### EXERCISE INSTRUCTIONS
From the first line to the last, reproduce the records exactly.

Collected data
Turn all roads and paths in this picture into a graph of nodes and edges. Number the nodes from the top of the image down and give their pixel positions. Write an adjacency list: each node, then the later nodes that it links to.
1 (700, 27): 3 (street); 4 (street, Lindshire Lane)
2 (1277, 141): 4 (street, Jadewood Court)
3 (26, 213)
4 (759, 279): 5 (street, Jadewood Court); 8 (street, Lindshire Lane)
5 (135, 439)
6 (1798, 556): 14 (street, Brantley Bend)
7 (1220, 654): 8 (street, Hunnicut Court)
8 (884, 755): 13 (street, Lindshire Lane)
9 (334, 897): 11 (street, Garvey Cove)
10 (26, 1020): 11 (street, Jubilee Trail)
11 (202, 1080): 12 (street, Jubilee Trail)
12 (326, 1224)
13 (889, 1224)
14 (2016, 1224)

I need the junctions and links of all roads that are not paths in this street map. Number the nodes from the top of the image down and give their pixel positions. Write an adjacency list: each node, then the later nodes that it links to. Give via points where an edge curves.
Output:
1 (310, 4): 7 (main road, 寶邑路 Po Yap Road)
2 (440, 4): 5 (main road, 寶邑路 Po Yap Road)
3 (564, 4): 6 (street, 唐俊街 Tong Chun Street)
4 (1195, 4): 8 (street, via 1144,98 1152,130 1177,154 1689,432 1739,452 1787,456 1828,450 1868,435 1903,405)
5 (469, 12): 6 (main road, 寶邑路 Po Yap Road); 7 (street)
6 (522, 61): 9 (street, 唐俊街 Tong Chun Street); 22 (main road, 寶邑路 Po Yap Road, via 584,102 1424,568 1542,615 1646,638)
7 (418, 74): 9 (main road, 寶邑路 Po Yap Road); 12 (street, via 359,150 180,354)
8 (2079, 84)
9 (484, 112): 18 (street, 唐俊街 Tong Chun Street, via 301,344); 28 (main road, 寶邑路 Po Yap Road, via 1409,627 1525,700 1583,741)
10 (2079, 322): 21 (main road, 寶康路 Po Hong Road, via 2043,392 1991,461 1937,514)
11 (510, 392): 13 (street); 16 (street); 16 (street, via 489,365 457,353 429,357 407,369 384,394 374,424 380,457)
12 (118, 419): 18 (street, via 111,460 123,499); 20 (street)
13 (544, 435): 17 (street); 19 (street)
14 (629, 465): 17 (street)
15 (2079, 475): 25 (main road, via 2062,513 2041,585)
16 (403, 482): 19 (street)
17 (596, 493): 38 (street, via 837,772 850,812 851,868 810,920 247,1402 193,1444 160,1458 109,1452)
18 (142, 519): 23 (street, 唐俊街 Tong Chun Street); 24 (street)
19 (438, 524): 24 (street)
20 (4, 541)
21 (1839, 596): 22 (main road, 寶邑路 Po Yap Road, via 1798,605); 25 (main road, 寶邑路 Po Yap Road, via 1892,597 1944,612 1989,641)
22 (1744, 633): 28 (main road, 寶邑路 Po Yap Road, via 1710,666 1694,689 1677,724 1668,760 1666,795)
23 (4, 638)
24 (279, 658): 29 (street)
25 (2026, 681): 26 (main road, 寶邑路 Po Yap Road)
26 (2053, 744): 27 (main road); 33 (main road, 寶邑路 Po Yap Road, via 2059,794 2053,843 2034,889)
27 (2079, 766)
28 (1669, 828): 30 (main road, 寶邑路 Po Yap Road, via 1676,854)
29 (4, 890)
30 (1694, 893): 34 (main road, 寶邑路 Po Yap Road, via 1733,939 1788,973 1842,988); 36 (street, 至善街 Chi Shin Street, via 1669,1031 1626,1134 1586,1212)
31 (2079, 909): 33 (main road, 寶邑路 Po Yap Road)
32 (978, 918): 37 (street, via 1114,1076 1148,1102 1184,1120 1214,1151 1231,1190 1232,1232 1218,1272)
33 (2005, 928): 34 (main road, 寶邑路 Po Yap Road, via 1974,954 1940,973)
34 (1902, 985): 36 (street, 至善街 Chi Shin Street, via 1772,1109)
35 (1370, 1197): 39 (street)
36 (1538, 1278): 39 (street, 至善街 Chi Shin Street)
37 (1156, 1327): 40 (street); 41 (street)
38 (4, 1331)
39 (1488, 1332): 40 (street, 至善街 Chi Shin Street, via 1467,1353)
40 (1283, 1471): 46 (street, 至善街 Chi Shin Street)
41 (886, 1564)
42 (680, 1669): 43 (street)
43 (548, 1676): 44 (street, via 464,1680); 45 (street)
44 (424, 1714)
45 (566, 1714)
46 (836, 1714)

### ANSWER BELOW
Turn all roads and paths in this picture into a graph of nodes and edges. Number the nodes from the top of the image down and give their pixel positions. Write an adjacency list: each node, then the later nodes that it links to.
1 (700, 27): 3 (street); 4 (street, Lindshire Lane)
2 (1277, 141): 4 (street, Jadewood Court)
3 (26, 213)
4 (759, 279): 5 (street, Jadewood Court); 8 (street, Lindshire Lane)
5 (135, 439)
6 (1798, 556): 14 (street, Brantley Bend)
7 (1220, 654): 8 (street, Hunnicut Court)
8 (884, 755): 13 (street, Lindshire Lane)
9 (334, 897): 11 (street, Garvey Cove)
10 (26, 1020): 11 (street, Jubilee Trail)
11 (202, 1080): 12 (street, Jubilee Trail)
12 (326, 1224)
13 (889, 1224)
14 (2016, 1224)

I need the junctions and links of all roads that are not paths in this street map. Number the nodes from the top of the image down and give their pixel positions. Write an adjacency list: each node, then the later nodes that it links to. Give via points where an edge curves.
Output:
1 (310, 4): 7 (main road, 寶邑路 Po Yap Road)
2 (440, 4): 5 (main road, 寶邑路 Po Yap Road)
3 (564, 4): 6 (street, 唐俊街 Tong Chun Street)
4 (1195, 4): 8 (street, via 1144,98 1152,130 1177,154 1689,432 1739,452 1787,456 1828,450 1868,435 1903,405)
5 (469, 12): 6 (main road, 寶邑路 Po Yap Road); 7 (street)
6 (522, 61): 9 (street, 唐俊街 Tong Chun Street); 22 (main road, 寶邑路 Po Yap Road, via 584,102 1424,568 1542,615 1646,638)
7 (418, 74): 9 (main road, 寶邑路 Po Yap Road); 12 (street, via 359,150 180,354)
8 (2079, 84)
9 (484, 112): 18 (street, 唐俊街 Tong Chun Street, via 301,344); 28 (main road, 寶邑路 Po Yap Road, via 1409,627 1525,700 1583,741)
10 (2079, 322): 21 (main road, 寶康路 Po Hong Road, via 2043,392 1991,461 1937,514)
11 (510, 392): 13 (street); 16 (street); 16 (street, via 489,365 457,353 429,357 407,369 384,394 374,424 380,457)
12 (118, 419): 18 (street, via 111,460 123,499); 20 (street)
13 (544, 435): 17 (street); 19 (street)
14 (629, 465): 17 (street)
15 (2079, 475): 25 (main road, via 2062,513 2041,585)
16 (403, 482): 19 (street)
17 (596, 493): 38 (street, via 837,772 850,812 851,868 810,920 247,1402 193,1444 160,1458 109,1452)
18 (142, 519): 23 (street, 唐俊街 Tong Chun Street); 24 (street)
19 (438, 524): 24 (street)
20 (4, 541)
21 (1839, 596): 22 (main road, 寶邑路 Po Yap Road, via 1798,605); 25 (main road, 寶邑路 Po Yap Road, via 1892,597 1944,612 1989,641)
22 (1744, 633): 28 (main road, 寶邑路 Po Yap Road, via 1710,666 1694,689 1677,724 1668,760 1666,795)
23 (4, 638)
24 (279, 658): 29 (street)
25 (2026, 681): 26 (main road, 寶邑路 Po Yap Road)
26 (2053, 744): 27 (main road); 33 (main road, 寶邑路 Po Yap Road, via 2059,794 2053,843 2034,889)
27 (2079, 766)
28 (1669, 828): 30 (main road, 寶邑路 Po Yap Road, via 1676,854)
29 (4, 890)
30 (1694, 893): 34 (main road, 寶邑路 Po Yap Road, via 1733,939 1788,973 1842,988); 36 (street, 至善街 Chi Shin Street, via 1669,1031 1626,1134 1586,1212)
31 (2079, 909): 33 (main road, 寶邑路 Po Yap Road)
32 (978, 918): 37 (street, via 1114,1076 1148,1102 1184,1120 1214,1151 1231,1190 1232,1232 1218,1272)
33 (2005, 928): 34 (main road, 寶邑路 Po Yap Road, via 1974,954 1940,973)
34 (1902, 985): 36 (street, 至善街 Chi Shin Street, via 1772,1109)
35 (1370, 1197): 39 (street)
36 (1538, 1278): 39 (street, 至善街 Chi Shin Street)
37 (1156, 1327): 40 (street); 41 (street)
38 (4, 1331)
39 (1488, 1332): 40 (street, 至善街 Chi Shin Street, via 1467,1353)
40 (1283, 1471): 46 (street, 至善街 Chi Shin Street)
41 (886, 1564)
42 (680, 1669): 43 (street)
43 (548, 1676): 44 (street, via 464,1680); 45 (street)
44 (424, 1714)
45 (566, 1714)
46 (836, 1714)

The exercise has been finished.